[Dataset entries]
---

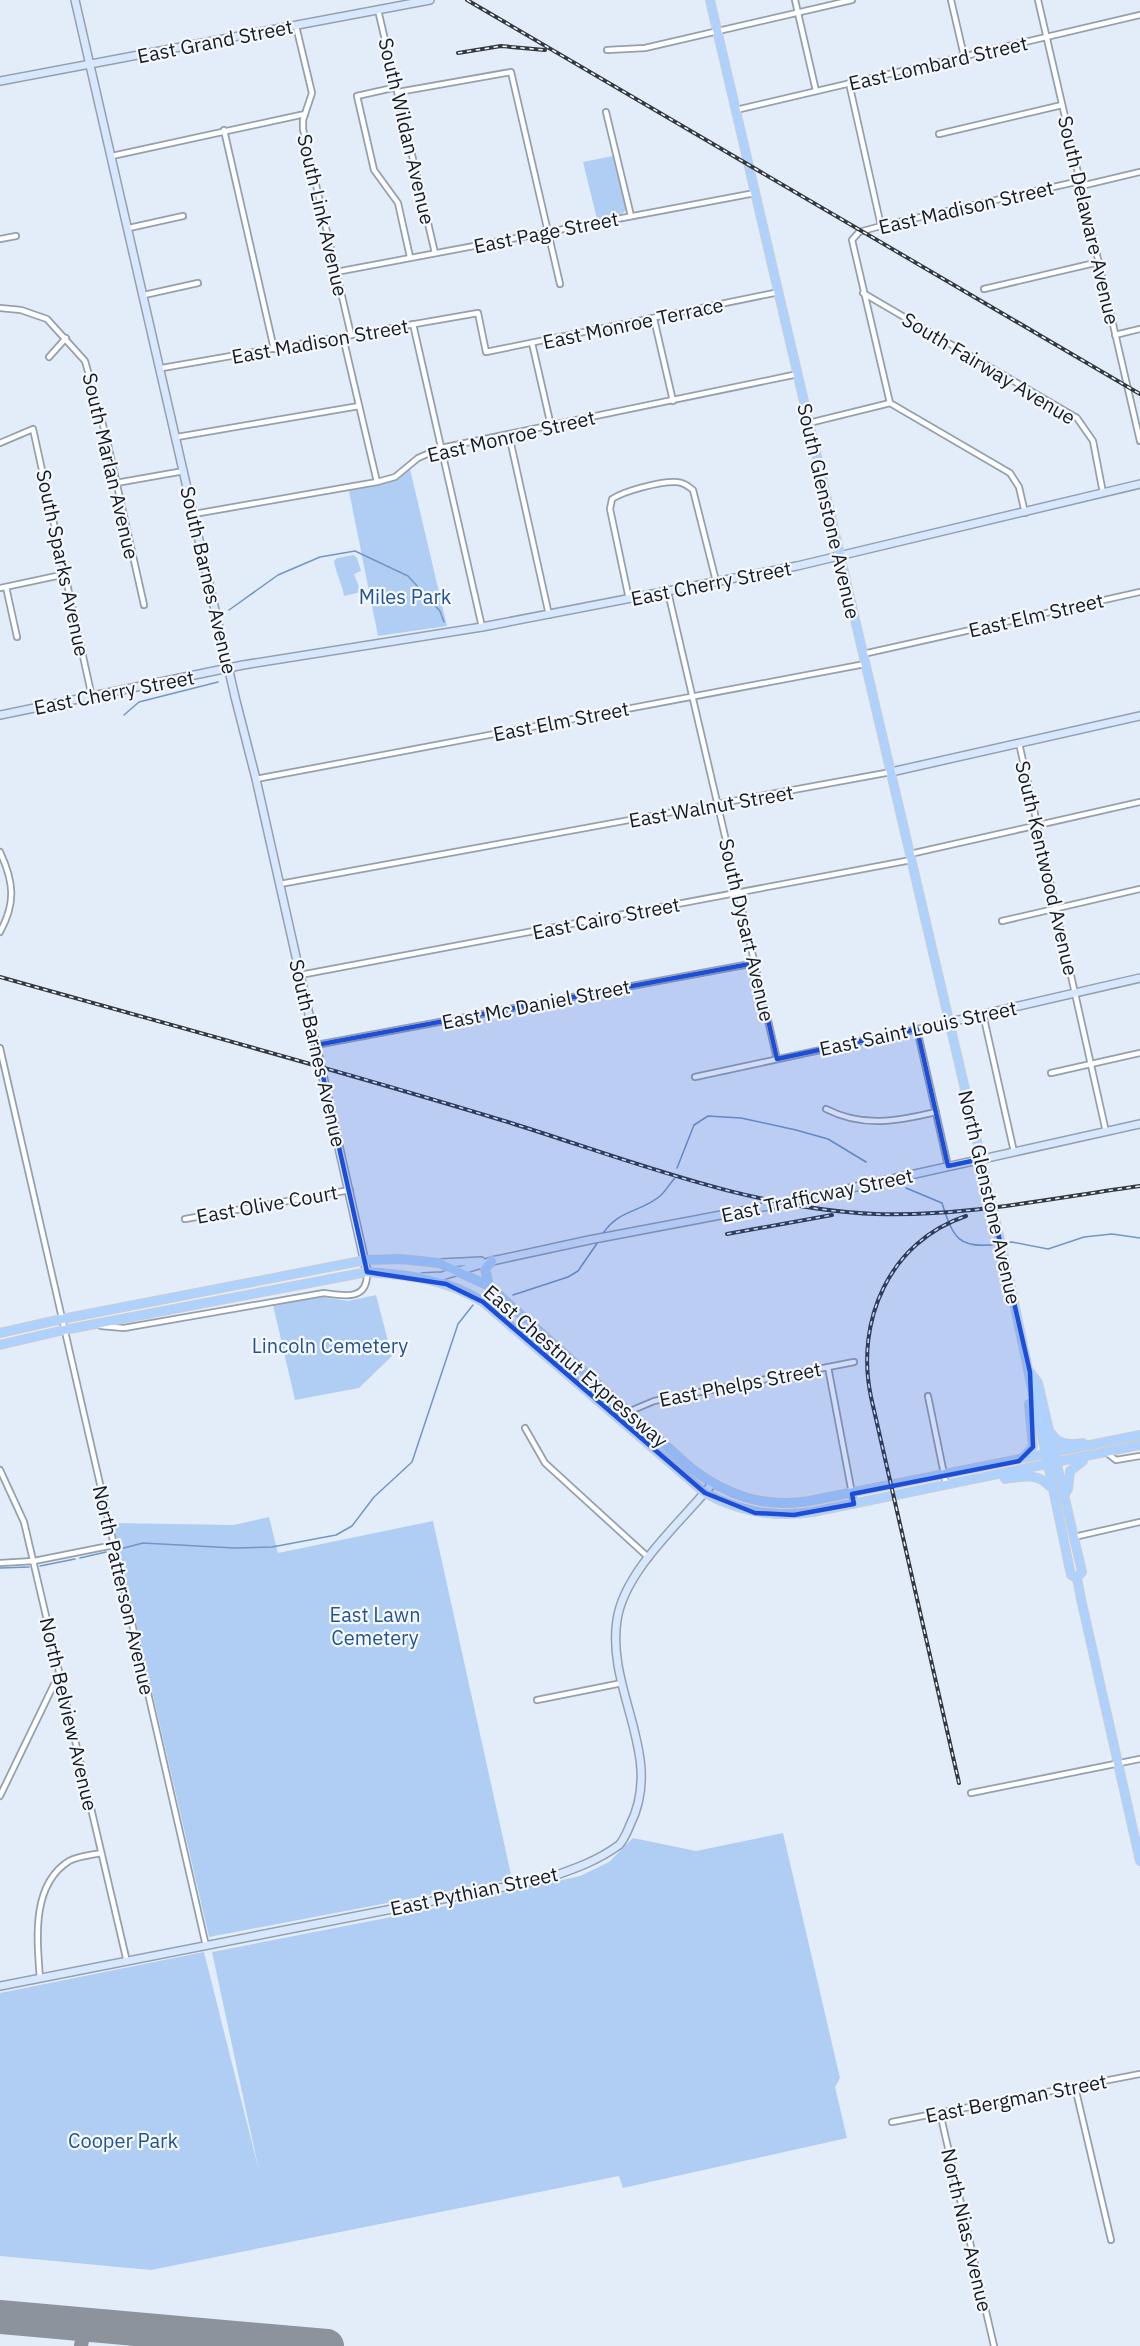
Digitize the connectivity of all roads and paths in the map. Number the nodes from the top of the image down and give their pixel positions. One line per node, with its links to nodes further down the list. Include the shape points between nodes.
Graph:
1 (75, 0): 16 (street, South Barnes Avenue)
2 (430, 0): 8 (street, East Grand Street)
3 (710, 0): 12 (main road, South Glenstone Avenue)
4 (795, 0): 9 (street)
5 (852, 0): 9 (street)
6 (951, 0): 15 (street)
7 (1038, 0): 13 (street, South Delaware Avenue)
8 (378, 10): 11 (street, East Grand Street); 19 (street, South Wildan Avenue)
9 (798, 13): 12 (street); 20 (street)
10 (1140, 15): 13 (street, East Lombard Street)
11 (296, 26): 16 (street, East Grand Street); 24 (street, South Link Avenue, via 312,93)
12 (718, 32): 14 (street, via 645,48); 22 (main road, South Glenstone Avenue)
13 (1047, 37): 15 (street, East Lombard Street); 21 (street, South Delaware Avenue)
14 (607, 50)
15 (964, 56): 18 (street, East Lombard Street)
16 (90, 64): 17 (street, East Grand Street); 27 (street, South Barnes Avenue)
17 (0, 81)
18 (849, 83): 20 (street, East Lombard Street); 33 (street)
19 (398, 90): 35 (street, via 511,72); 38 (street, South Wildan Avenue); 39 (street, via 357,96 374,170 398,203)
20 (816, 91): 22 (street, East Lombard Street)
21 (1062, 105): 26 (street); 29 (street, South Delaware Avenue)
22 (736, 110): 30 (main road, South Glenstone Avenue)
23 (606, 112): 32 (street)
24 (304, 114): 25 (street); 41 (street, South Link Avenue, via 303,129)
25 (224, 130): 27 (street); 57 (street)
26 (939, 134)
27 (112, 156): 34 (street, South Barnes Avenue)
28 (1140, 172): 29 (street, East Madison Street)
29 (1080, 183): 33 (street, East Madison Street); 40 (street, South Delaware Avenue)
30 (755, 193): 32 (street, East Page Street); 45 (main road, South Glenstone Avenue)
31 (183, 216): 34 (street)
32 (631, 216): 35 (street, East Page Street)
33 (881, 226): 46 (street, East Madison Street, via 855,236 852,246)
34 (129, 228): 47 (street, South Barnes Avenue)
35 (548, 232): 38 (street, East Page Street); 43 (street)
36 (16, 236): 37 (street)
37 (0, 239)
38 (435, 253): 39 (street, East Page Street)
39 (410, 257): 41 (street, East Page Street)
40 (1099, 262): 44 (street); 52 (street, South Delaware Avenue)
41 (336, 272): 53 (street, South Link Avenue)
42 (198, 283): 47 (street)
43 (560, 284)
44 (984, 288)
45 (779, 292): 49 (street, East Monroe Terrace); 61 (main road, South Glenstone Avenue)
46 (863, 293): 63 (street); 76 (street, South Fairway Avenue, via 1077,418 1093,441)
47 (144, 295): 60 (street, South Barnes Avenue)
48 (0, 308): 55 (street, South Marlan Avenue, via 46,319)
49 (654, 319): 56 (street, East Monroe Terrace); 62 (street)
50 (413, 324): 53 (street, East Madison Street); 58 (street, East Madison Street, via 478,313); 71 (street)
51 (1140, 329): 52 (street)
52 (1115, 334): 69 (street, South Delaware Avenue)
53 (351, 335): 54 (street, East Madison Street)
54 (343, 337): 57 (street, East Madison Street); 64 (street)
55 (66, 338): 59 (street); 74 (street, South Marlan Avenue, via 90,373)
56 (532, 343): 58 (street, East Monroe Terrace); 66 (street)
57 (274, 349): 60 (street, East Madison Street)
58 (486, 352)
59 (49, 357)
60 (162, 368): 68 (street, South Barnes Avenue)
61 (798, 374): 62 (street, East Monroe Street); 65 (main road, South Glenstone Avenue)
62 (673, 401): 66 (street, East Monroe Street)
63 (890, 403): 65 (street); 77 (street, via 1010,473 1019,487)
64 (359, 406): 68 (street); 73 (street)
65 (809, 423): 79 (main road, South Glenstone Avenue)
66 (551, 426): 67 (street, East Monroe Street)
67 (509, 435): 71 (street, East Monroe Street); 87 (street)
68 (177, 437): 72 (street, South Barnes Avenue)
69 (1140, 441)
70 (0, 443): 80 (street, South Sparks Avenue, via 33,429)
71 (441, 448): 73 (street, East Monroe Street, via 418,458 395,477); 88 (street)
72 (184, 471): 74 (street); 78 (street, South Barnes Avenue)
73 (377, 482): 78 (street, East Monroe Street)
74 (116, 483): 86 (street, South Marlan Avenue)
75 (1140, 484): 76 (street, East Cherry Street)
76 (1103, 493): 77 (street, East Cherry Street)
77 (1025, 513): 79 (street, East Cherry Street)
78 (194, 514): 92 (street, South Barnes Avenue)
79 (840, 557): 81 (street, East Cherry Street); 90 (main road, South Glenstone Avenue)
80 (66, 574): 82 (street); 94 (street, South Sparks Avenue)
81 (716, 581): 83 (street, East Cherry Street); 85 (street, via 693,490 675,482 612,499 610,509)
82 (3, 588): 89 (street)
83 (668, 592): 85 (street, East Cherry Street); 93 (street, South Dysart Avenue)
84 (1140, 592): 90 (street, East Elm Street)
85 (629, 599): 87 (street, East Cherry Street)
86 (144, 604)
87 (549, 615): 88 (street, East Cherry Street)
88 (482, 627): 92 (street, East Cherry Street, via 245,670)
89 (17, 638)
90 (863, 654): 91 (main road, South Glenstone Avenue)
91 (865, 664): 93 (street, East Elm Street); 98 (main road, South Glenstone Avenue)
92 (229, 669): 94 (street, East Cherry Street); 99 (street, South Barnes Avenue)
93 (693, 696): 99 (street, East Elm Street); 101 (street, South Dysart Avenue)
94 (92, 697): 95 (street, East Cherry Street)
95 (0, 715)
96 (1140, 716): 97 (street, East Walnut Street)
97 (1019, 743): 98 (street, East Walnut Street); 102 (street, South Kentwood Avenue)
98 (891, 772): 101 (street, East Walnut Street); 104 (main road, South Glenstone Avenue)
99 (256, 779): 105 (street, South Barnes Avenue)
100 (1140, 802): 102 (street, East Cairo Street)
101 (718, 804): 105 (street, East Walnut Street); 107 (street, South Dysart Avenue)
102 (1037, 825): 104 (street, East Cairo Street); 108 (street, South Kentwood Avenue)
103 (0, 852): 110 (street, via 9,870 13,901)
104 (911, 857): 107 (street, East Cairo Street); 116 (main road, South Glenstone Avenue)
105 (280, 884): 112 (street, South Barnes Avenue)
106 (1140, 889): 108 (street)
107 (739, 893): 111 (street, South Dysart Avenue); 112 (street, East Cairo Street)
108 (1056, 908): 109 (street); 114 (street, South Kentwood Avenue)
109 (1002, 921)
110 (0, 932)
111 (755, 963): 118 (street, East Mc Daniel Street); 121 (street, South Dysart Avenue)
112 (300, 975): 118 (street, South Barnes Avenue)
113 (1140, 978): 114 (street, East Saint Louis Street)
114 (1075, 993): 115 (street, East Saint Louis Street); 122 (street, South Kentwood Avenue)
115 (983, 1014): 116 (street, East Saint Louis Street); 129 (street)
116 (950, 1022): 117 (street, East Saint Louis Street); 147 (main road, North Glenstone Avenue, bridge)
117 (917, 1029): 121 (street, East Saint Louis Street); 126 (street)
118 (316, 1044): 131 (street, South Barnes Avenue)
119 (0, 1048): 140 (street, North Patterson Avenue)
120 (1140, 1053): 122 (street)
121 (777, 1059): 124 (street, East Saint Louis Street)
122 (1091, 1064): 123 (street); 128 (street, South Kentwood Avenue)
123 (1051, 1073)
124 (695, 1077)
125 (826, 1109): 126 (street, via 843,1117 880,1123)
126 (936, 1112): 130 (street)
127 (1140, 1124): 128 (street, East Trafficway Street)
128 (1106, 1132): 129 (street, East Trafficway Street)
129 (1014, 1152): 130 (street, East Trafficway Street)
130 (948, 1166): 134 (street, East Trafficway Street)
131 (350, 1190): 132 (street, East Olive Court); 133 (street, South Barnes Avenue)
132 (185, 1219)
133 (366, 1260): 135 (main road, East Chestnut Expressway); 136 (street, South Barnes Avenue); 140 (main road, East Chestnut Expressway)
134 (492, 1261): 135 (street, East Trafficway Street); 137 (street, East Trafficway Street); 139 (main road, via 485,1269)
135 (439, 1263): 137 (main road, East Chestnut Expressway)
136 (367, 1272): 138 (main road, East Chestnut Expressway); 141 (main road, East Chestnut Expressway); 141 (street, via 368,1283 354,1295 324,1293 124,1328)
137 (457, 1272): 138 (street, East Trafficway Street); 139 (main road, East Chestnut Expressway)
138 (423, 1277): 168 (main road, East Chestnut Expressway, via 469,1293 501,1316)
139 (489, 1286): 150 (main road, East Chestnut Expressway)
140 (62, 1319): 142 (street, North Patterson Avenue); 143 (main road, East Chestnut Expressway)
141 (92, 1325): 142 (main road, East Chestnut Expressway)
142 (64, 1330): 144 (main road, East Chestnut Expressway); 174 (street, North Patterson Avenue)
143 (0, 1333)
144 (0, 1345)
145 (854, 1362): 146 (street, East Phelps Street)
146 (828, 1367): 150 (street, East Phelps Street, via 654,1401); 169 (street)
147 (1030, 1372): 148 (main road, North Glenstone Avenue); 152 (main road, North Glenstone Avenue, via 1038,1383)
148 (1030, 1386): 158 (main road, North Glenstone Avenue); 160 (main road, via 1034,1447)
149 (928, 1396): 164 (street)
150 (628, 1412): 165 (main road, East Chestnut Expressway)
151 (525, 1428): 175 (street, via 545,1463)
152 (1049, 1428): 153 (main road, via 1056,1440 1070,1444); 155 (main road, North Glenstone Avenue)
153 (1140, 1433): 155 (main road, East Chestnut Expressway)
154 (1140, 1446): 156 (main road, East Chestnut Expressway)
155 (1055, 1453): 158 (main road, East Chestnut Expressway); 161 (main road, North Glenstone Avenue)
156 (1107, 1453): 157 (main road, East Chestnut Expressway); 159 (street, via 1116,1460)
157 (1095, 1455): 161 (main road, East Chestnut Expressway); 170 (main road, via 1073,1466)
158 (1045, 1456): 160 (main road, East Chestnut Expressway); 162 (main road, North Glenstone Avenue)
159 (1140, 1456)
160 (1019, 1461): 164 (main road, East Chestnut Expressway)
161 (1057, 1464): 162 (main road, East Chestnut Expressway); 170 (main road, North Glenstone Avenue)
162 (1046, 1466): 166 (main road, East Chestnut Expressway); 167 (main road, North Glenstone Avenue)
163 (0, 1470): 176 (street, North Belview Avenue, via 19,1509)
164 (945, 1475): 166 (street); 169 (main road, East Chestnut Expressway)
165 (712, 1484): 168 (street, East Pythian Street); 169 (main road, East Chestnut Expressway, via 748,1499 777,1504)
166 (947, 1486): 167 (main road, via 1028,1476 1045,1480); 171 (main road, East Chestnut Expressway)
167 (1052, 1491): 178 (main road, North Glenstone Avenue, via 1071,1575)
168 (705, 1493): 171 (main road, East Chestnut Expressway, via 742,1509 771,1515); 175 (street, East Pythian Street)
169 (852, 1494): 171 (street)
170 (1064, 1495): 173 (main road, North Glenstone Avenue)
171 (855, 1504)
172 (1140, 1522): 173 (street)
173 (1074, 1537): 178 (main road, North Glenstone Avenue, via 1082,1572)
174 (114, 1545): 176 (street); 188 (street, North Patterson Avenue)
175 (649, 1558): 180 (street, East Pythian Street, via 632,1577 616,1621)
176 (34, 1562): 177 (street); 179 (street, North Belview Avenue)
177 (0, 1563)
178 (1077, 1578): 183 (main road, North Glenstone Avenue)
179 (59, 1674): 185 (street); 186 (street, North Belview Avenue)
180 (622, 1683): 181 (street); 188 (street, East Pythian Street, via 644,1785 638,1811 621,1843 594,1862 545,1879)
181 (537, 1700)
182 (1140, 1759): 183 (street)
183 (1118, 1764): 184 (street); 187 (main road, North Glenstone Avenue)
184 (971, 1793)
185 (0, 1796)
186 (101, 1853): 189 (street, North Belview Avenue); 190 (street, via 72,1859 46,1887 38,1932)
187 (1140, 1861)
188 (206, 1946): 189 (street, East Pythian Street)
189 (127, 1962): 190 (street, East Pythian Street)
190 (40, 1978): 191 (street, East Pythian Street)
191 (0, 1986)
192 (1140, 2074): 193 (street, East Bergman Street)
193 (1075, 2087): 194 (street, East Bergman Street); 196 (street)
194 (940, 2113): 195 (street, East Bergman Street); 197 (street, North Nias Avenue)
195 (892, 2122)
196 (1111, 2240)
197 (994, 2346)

---

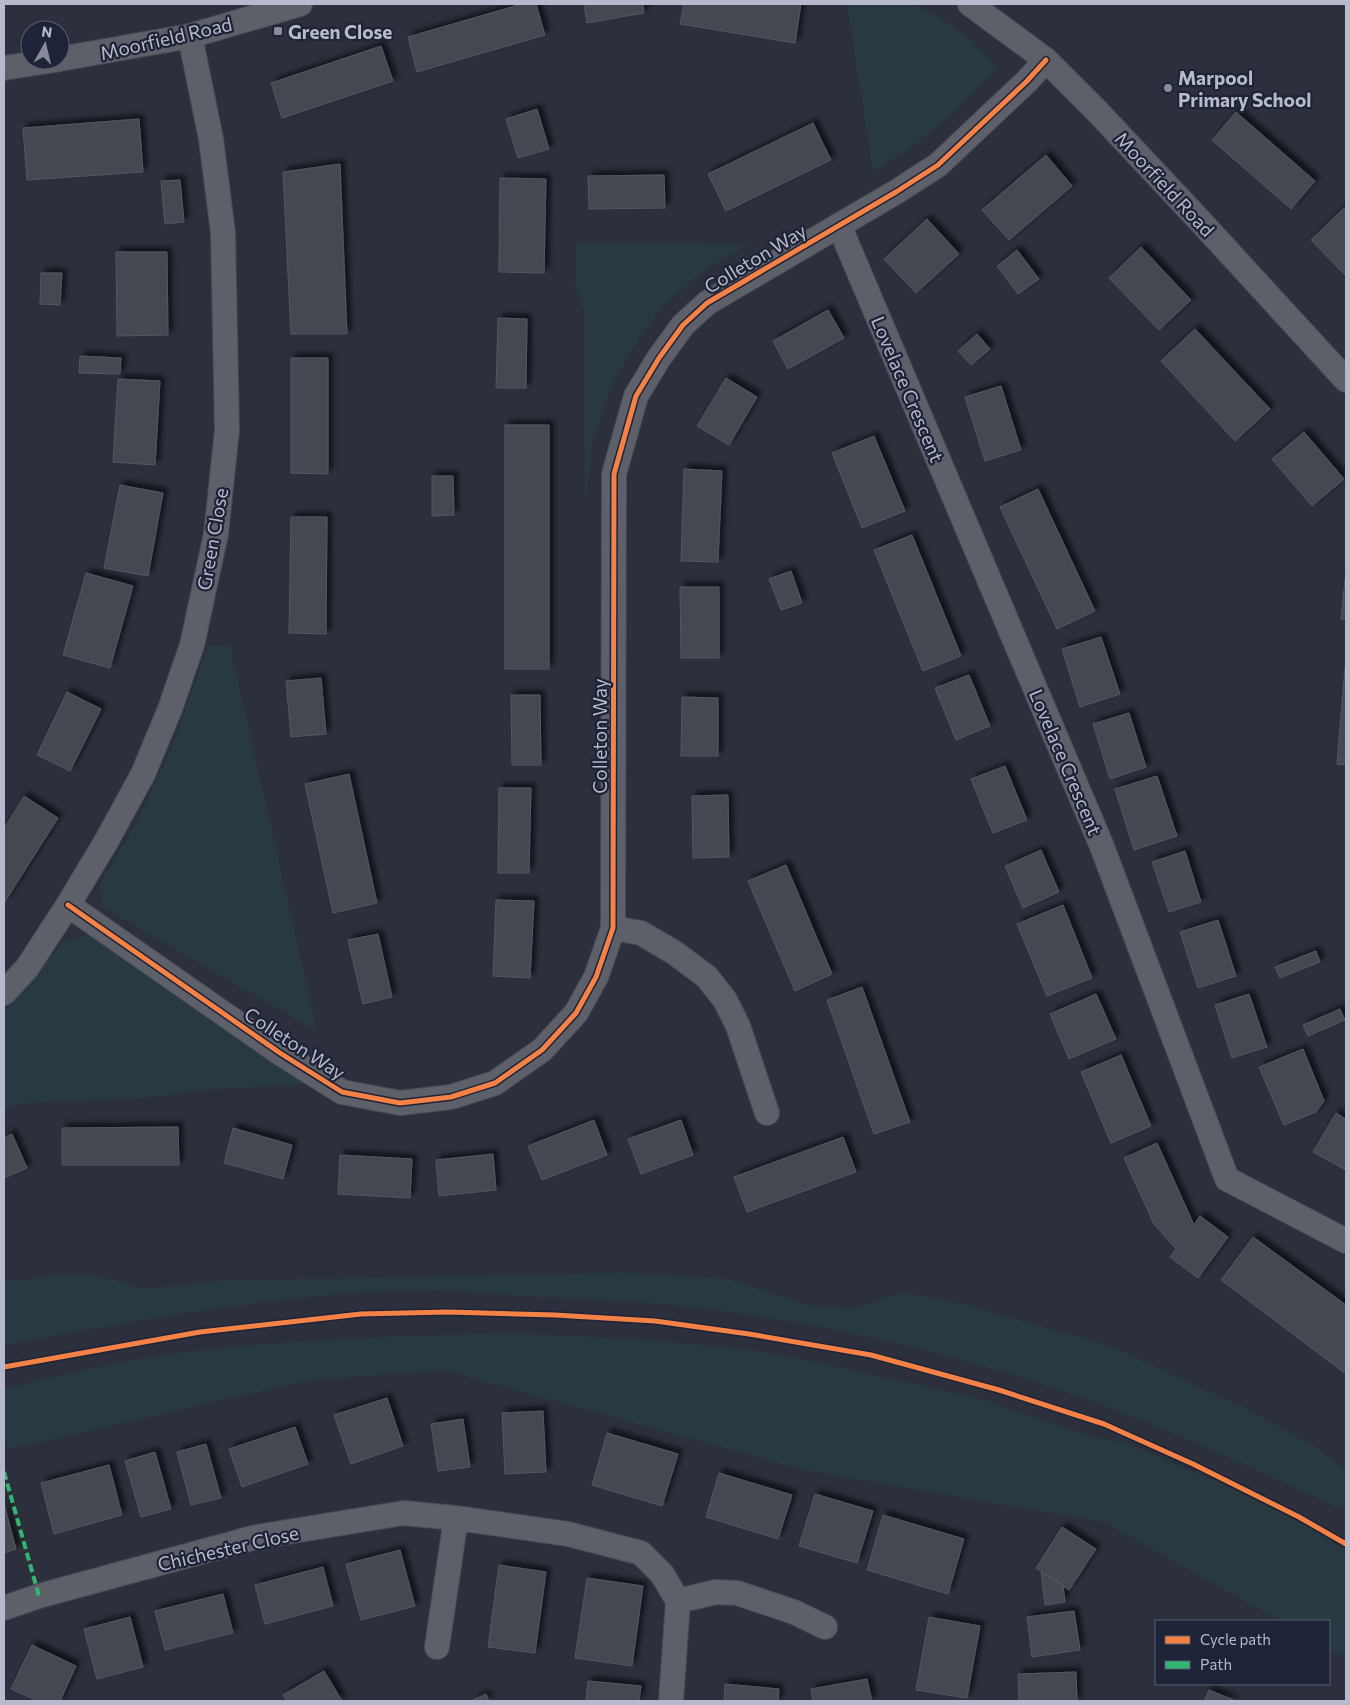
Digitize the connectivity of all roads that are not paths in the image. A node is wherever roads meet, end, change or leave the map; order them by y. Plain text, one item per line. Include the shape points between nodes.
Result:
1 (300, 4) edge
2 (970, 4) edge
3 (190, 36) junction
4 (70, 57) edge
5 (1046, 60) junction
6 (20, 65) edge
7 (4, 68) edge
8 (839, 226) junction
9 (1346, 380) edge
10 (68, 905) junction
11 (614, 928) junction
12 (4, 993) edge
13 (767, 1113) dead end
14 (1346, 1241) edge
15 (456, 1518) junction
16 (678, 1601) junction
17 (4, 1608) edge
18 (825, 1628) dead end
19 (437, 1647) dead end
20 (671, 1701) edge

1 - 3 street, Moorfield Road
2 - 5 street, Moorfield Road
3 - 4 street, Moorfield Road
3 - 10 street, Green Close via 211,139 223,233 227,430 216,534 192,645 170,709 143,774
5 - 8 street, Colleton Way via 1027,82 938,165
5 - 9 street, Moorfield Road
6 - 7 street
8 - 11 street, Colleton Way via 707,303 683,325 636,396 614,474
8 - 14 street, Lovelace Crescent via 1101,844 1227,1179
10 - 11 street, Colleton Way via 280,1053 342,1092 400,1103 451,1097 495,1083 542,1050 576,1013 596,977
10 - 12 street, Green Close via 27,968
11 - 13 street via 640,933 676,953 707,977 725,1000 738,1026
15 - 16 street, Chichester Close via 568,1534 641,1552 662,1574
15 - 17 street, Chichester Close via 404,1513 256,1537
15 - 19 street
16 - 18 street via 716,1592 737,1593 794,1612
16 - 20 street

---

▶ **ACTIVITY**: Lines that hold the word "between" are the ones to copy from the entries above.

▶ **EXERCISE RESULT**:
Digitize the connectivity of all roads and paths in the map. Number the nodes from the top of the image down and give their pixel positions. One line per node, with its links to nodes further down the list. Include the shape points between nodes.
Digitize the connectivity of all roads that are not paths in the image. A node is wherever roads meet, end, change or leave the map; order them by y. Plain text, one item per line. Include the shape points between nodes.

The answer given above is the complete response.